Ed è un segno dei tempi pensare anche di cancellare i problemi rimuovendoli. Domenica scorsa Ernesto Galli della Loggia ha messo in evidenza sul Corriere della Sera perplessità e dubbi sullo Ius soli, mettendo al centro le difficoltà culturali dell’integrazione dei musulmani — che sarebbero comunque solo un terzo dei beneficiati dalla legge — oltre che la possibilità di mantenere una doppia cittadinanza (non si capisce perché sia lecito e pacifico poter avere il passaporto italiano e quello statunitense ma sospetto mantenere quello marocchino o senegalese).

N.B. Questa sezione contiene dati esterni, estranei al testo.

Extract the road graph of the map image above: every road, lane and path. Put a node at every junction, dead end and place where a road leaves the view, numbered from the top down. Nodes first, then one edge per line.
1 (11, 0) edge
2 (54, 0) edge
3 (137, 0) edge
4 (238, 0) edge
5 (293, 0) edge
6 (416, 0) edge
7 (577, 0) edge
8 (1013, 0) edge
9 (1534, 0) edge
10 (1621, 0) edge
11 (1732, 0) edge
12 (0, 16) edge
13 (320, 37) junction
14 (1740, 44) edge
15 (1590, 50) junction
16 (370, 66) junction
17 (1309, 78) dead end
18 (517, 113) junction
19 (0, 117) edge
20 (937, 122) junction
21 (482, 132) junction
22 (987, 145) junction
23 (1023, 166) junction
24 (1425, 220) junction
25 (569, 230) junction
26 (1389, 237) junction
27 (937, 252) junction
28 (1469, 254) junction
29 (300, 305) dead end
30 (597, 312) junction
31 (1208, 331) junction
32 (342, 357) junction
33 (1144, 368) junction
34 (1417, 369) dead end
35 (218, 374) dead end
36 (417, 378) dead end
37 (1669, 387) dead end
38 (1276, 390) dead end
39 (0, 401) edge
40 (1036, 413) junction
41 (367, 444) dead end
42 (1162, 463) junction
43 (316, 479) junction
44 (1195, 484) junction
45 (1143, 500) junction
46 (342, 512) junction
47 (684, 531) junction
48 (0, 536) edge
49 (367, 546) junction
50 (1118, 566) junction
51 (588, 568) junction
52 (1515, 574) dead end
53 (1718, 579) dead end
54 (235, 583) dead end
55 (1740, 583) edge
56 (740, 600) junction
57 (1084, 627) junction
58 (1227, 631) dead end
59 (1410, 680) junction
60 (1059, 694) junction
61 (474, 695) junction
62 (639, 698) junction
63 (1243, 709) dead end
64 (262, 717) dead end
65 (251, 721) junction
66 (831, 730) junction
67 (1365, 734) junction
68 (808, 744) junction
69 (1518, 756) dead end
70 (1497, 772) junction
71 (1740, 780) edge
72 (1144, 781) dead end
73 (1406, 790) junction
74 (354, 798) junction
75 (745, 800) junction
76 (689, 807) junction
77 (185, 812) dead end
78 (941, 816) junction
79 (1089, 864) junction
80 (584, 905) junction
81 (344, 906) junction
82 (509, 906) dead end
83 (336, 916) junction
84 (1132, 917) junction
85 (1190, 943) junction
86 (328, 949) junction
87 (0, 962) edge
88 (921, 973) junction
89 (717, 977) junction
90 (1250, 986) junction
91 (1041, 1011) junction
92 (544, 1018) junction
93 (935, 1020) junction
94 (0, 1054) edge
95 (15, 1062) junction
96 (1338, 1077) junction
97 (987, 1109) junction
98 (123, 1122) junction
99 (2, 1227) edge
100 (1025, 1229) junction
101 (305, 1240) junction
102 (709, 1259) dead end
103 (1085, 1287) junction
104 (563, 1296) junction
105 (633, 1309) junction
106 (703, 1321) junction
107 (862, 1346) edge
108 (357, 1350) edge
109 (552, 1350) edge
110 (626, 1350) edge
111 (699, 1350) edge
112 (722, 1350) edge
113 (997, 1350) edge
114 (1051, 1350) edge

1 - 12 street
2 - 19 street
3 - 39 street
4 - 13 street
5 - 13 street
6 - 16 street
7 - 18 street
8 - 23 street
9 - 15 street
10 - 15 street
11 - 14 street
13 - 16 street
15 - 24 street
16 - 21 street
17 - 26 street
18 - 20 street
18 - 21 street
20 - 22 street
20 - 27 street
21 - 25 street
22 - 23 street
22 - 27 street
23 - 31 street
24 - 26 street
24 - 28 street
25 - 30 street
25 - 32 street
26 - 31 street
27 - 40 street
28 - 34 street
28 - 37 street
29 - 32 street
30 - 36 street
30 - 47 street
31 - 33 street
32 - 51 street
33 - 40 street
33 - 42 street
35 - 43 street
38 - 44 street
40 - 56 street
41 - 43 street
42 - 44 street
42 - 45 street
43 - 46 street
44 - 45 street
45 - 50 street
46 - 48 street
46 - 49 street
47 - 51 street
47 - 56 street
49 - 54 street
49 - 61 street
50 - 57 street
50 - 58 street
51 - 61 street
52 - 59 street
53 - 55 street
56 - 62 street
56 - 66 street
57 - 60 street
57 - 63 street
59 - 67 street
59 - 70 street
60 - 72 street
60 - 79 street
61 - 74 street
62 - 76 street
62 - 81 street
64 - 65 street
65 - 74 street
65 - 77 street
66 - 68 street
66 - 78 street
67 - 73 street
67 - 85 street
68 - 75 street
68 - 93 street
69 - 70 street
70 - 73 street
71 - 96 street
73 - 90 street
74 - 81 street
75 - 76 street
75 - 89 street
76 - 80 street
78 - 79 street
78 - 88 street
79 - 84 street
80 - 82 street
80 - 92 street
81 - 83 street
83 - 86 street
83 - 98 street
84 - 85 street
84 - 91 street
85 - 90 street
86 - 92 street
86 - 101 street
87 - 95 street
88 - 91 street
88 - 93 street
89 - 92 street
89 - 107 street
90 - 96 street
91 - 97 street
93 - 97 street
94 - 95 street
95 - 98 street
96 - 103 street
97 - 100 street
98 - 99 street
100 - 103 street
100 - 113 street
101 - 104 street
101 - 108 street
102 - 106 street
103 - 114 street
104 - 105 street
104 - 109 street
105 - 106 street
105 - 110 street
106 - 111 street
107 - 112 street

È chiaro che i problemi esistono, come sottolinea Galli della Loggia, di fronte a culture e comunità che non riconoscono alle donne gli stessi diritti degli uomini, ma allora la soluzione è negare la cittadinanza alle bambine che a 12 anni vengono rispedite nei loro Paesi per i matrimoni combinati o che non possono andare all’università anche se sono molto più brave dei loro fratelli? La soluzione è arrendersi di fronte a mentalità arretrate o difendere quelle bambine con una cittadinanza che permetta di integrarle e far progredire le loro comunità?
Arrendersi alla chiusura di quelle comunità, che vivono e continueranno a vivere nelle nostre città, è l’errore più grande che possiamo fare e che complicherà il nostro futuro. Abbiamo sprecato un’occasione gigantesca, reso inutile un finale di legislatura che poteva provare ad essere nobile e accettato di perdere la partita rinunciando a giocarla.